I will give you the Kona but insist that beyond Dogs we include in the trinity a decent Rye.
blessings good man, you made me smile
Suspensions tended to fail with long term age. They WERE great carts.
Indeed, depends on environment/storage, i am not afraid to try and after trying as much as possible NOS Stanton samples i’ve never seen one with softened suspension like those notorious Technics mk3 and mk4 low riders from the 70’s with softened suspension that can’t hold the cartridge and can’t resist even 1.25g tracking force. I think softened suspension is the biggest problem and material that Technics used was bad choise. But Stanton and Pickering choosed the right one, well maybe compliance is not that high anymore (it was 30cu), but the damper is definitely not bad, but more important the sound is so silky smooth and so pleasant, especially this one from early 90’s Walter O. Stanton Signature Collector’s Series 100 with their best Stereohedron II profile. The ONLY model from Stanton with Sapphire Coated Aluminum Cantilever. Actually Stanton made so many models and styli for all formats (stereo, mono, 78), but the cheap models are bonded. What a great brand is was until Walter sold it. Reading this old Stanton Product Catalog from the golden age of analog is a pleasure.

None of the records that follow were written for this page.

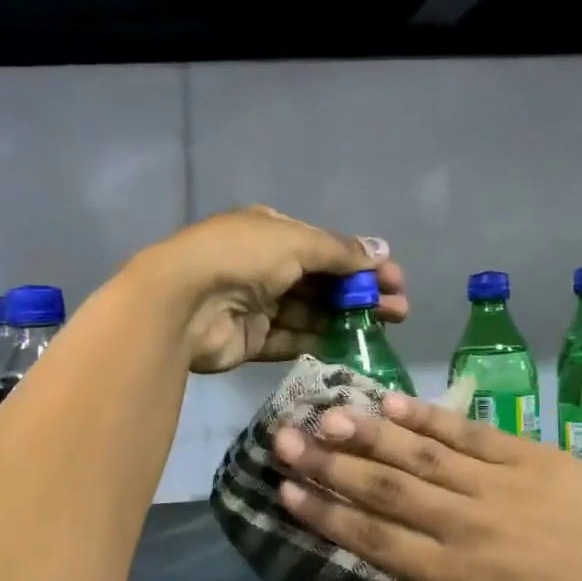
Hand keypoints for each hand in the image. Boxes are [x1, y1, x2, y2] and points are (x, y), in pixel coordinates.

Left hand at [134, 206, 408, 373]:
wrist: (182, 302)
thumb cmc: (240, 257)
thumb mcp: (295, 242)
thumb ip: (339, 251)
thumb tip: (381, 249)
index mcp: (271, 232)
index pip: (325, 247)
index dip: (361, 262)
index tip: (394, 280)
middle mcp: (263, 266)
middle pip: (321, 282)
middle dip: (360, 294)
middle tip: (399, 311)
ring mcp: (255, 305)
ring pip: (310, 313)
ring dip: (345, 319)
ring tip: (383, 330)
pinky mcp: (250, 340)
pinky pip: (290, 340)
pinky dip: (318, 342)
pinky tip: (350, 348)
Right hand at [270, 393, 581, 580]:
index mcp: (453, 574)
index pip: (374, 539)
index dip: (325, 515)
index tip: (284, 491)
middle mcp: (461, 525)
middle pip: (383, 490)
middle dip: (328, 465)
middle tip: (283, 439)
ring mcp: (492, 485)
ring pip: (417, 457)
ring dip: (367, 435)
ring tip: (325, 413)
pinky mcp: (524, 455)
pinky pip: (466, 434)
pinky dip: (427, 418)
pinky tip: (392, 402)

It’s amazing that in the late 1940’s Mr. Stanton’s slide-in stylus made it possible for users to replace a needle assembly when it wore out, instead of having to send it back to the factory.
He ran both of his companies until retiring in 1998, but Mr.Pickering wasn’t happy about it until his death, even dying in his chair Pickering mentioned Stanton in M.Fremer interview. However, even after Stanton bought and run both companies he did not shut down Pickering brand, here is the latest from the mid 90’s. It’s a strange story that identical cartridges have been made under two different brands by the same factory, the different was the design only.
Walter O. Stanton was Norman C. Pickering’s plant manager. In 1950, Walter Stanton bought Pickering & Company, the audio component manufacturer that first sold his patented stylus.
Here is another forgotten video interview with Norman Pickering.
And one mode video with him. Very interesting!
My favorite comment was from Walter Stanton, who during a large meeting with sales reps, was asked "Why do the diamond styli cost so much?"
Reading some fact about Walter Stanton i found this:
"Mr. Stanton was known for holding outings on his boat near his longtime home in Laurel Hollow, N.Y., and playing jokes on employees."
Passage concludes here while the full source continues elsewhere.